View Full Version : how to focus while dolly-in ?


Nawaf Alali
October 9th, 2003, 06:08 AM
I've seen lots of movies where they dolly-in to the character, and the focus is perfectly sharp. how do they focus? keep rotating the focus-ring while moving?

I would like to try it with my XL1s.

Richard Alvarez
October 9th, 2003, 06:13 AM
Watch the credits of a movie closely, and you will often see the credit "Focus puller".

This is the guy who stands next to the camera, and rotates the focus knob to keep the shot in focus as the camera or actor moves.

It helps if you have a focus puller adapter for your lens. This is a large knob that attaches at a right angle to the lens and gears into the knurls cut on the barrel. It also has a white pencil slate around the knob, so you can mark it with starting and stoping points in the movement.

It works best with a manual lens.

Jon Yurek
October 9th, 2003, 07:33 AM
Basically, yes. There's someone called a focus puller whose job it is to keep the subject in focus at all times.

On some cameras, though, there's a "Push Auto" button which may accomplish the same thing, and stay focused while you zoom/pan/etc. In fact, the BBC has recommended you do that when moving a VX2000 around since they say the focus ring is annoyingly touchy. So as the dolly moved in, the cameraman would just hold the Push Auto button and not worry about the focus ring.

Rob Lohman
October 9th, 2003, 10:39 AM
This is nearly impossible to do with the standard lens that comes
with the XL1S because it is server controlled and has no fixed
end and start points (ie, you can rotate it forever). If you put a
mark on the ring you'll see that setting the point at 12 o clock,
rotating it around a bit and then put it back at 12 o clock the
setting won't be the same. Therefor you can't do this very well.

You can however set sharpness at one point and learn by enough
trial and error how fast (and how hard) you need to rotate the
ring to have the focus shift correctly while moving. You'll probably
will need a bigger monitor then your viewfinder to correctly spot
the moving focus though.

Ofcourse you only have this problem when the distance from the
subject to the camera is varying. If you stay at the same distance
you won't need to adjust your focus at all.
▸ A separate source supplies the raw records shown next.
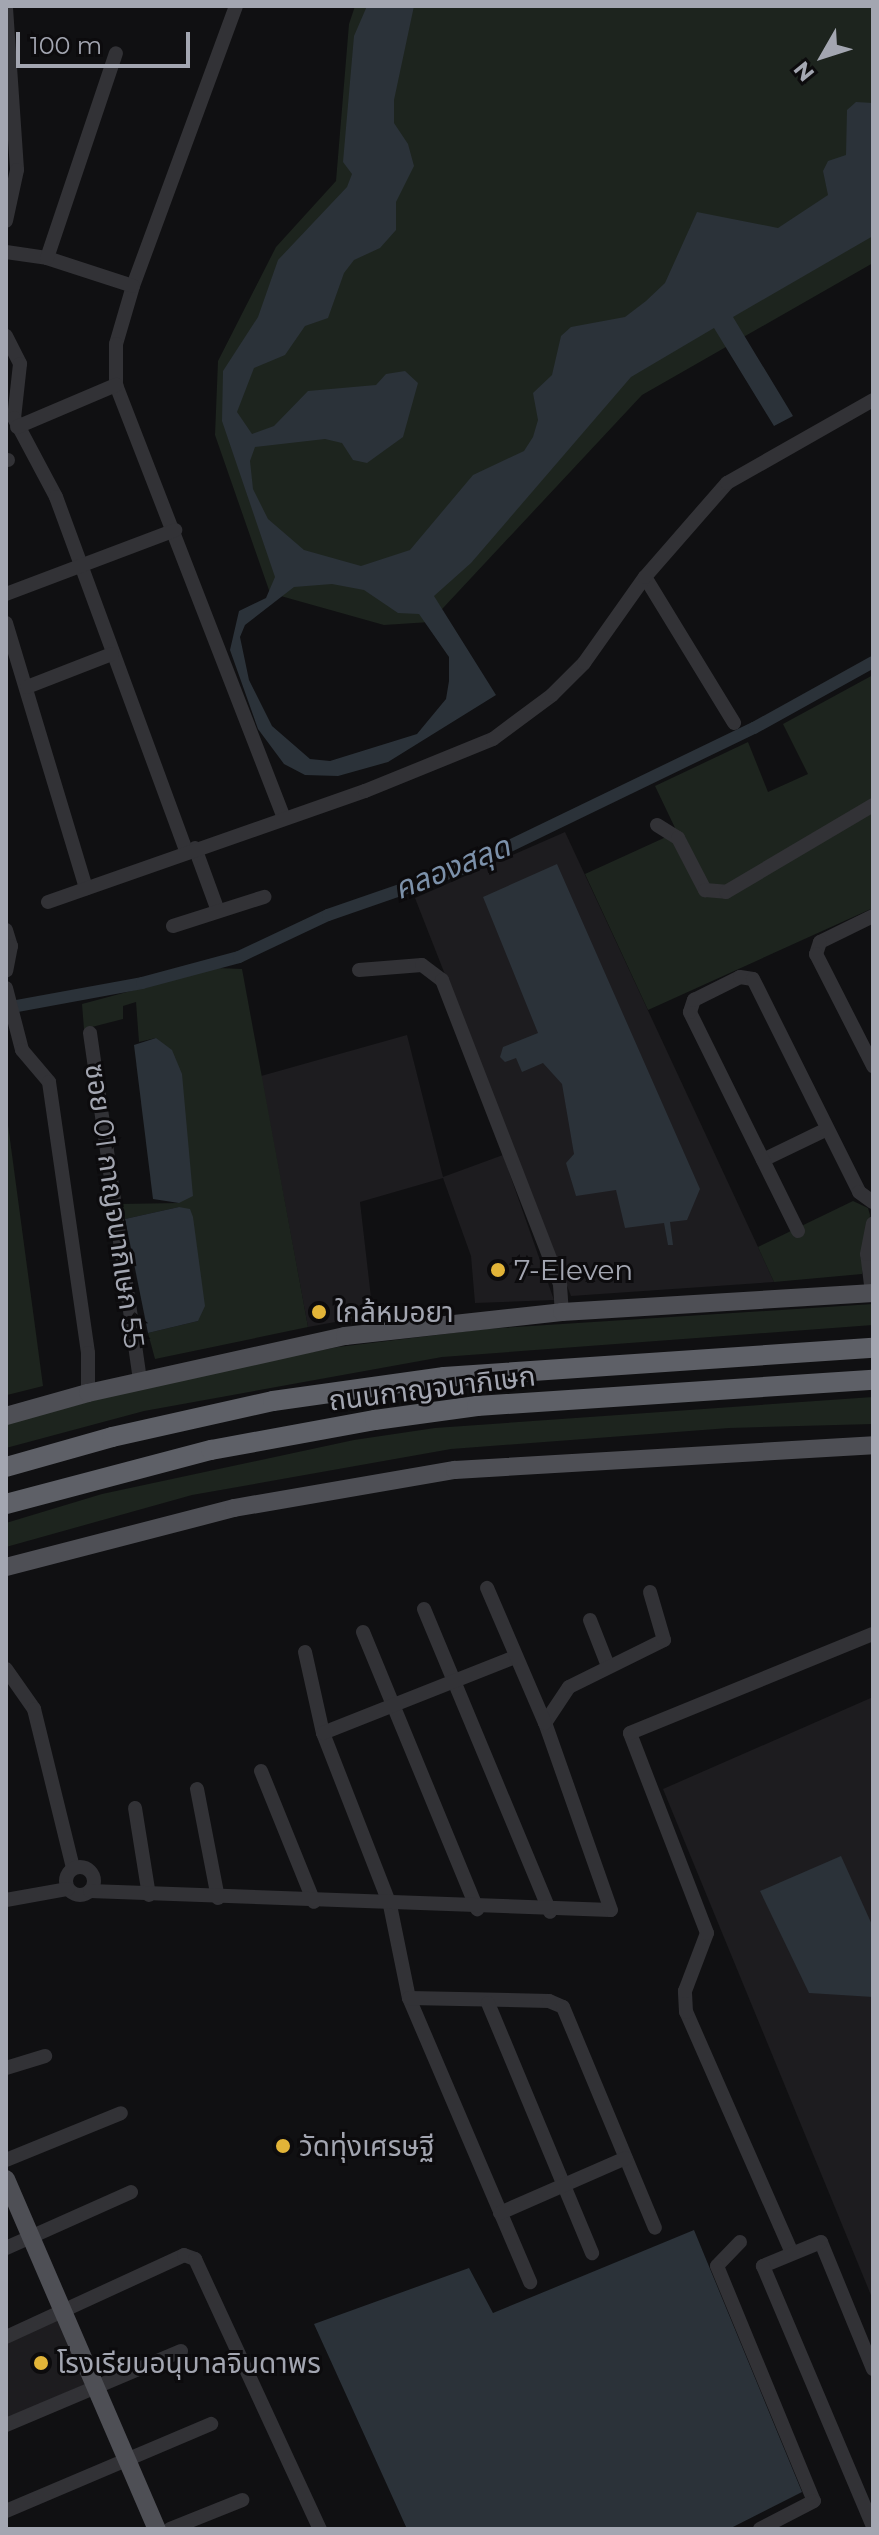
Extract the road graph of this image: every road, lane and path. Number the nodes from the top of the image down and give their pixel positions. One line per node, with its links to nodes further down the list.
1 (236, 6): 7 (street)
2 (6, 8): 4 (street)
3 (116, 53): 6 (street)
4 (6, 221)
5 (6, 252): 6 (street)
6 (47, 258): 7 (street)
7 (133, 286): 9 (street)
8 (6, 336): 11 (street)
9 (116, 385): 11 (street); 12 (street)
10 (873, 400): 14 (street)
11 (12, 420): 13 (street)
12 (175, 530): 13 (street); 21 (street)
13 (78, 565): 15 (street); 17 (street)
14 (645, 577): 19 (street); 21 (street)
15 (6, 594)
16 (6, 623): 18 (street)
17 (112, 654): 18 (street); 23 (street)
18 (27, 687): 24 (street)
19 (734, 723)
20 (873, 805): 22 (street)
21 (284, 819): 23 (street)
22 (657, 825)
23 (190, 849): 24 (street); 27 (street)
24 (86, 888): 26 (street)
25 (264, 897): 27 (street)
26 (48, 902)
27 (218, 911): 29 (street)
28 (873, 916): 35 (street)
29 (173, 926)
30 (6, 930): 32 (street)
31 (359, 970): 42 (street)
32 (6, 971)
33 (6, 988): 46 (street)
34 (90, 1033): 44 (street, ซอย 01 กาญจนากิเษก 55)
35 (873, 1066)
36 (827, 1129): 37 (street); 37 (street); 38 (street)
37 (763, 1160): 40 (street)
38 (873, 1202)
39 (873, 1224): 41 (street)
40 (798, 1231)
41 (872, 1293): 42 (main road)
42 (562, 1312): 44 (main road)
43 (873, 1348): 49 (highway, ถนนกาญจนาภิเษก)
44 (140, 1380): 46 (main road)
45 (873, 1380): 50 (highway, ถนนกาญจนาภิเษก)
46 (88, 1393): 47 (main road)
47 (6, 1416)
48 (873, 1445): 51 (main road)
49 (6, 1467)
50 (6, 1504)
51 (6, 1567)
52 (487, 1588): 59 (street)
53 (650, 1592): 60 (street)
54 (424, 1609): 62 (street)
55 (590, 1620): 60 (street)
56 (363, 1632): 63 (street)
57 (873, 1634): 95 (street)
58 (305, 1652): 65 (street)
59 (515, 1657): 62 (street); 64 (street)
60 (608, 1666): 64 (street)
61 (7, 1670): 69 (street)
62 (454, 1681): 63 (street); 78 (street)
63 (393, 1705): 65 (street); 77 (street)
64 (545, 1723): 78 (street)
65 (323, 1733): 76 (street)
66 (261, 1771): 75 (street)
67 (197, 1789): 73 (street)
68 (135, 1808): 72 (street)
69 (73, 1868): 70 (street); 71 (street)
70 (68, 1889): 71 (street); 74 (street)
71 (90, 1891): 72 (street)
72 (149, 1895): 73 (street)
73 (218, 1898): 75 (street)
74 (6, 1900)
75 (314, 1902): 76 (street)
76 (390, 1905): 77 (street); 79 (street)
77 (477, 1909): 78 (street)
78 (550, 1912)
79 (409, 1998): 80 (street); 89 (street)
80 (488, 2003): 84 (street); 87 (street)
81 (45, 2056): 82 (street)
82 (6, 2068)
83 (121, 2113): 85 (street)
84 (626, 2158): 87 (street); 90 (street)
85 (6, 2160)
86 (6, 2179): 91 (main road)
87 (563, 2185): 89 (street); 94 (street)
88 (131, 2192): 91 (street)
89 (500, 2213): 96 (street)
90 (655, 2228)
91 (31, 2236): 93 (street); 97 (main road)
92 (740, 2242): 111 (street)
93 (6, 2248)
94 (592, 2253)
95 (792, 2253): 100 (street); 107 (street)
96 (530, 2282)
97 (63, 2311): 98 (street); 101 (main road); 110 (street)
98 (6, 2337)
99 (181, 2351): 101 (street)
100 (873, 2369)
101 (95, 2385): 103 (street); 104 (main road)
102 (211, 2424): 104 (street)
103 (6, 2425)
104 (126, 2458): 106 (street); 108 (main road)
105 (242, 2500): 109 (street)
106 (6, 2511)
107 (871, 2528)
108 (157, 2529)
109 (170, 2529)
110 (320, 2529)
111 (760, 2529)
If your subject does move then you'll only need to focus if you
are running with a very shallow depth of field (lowest f-stop
when zoomed in). If you have a large depth of field your subject
won't go out of focus unless it is moving at great distances.

Ken Tanaka
October 9th, 2003, 10:43 AM
This is sometimes called a "Hitchcock dolly" maneuver because Alfred Hitchcock popularized it in some of his films.

Basically, it's not an easy maneuver for anyone. It requires extreme precision with manual focus and camera movement.

Here's a thread (http://www.dvinfo.net/conf/showthread.php?s=&threadid=8927) that discusses it in more detail.

Rob Lohman
October 9th, 2003, 10:54 AM
Ken, are you sure he is talking about that? That is when zooming
and dollying...

Ken Tanaka
October 9th, 2003, 11:02 AM
Ah, indeed, Nawaf only mentioned focus, not simultaneous zoom. Sorry.

Charles Papert
October 9th, 2003, 11:04 AM
Yeah, I think Nawaf was just referring to the process of following focus.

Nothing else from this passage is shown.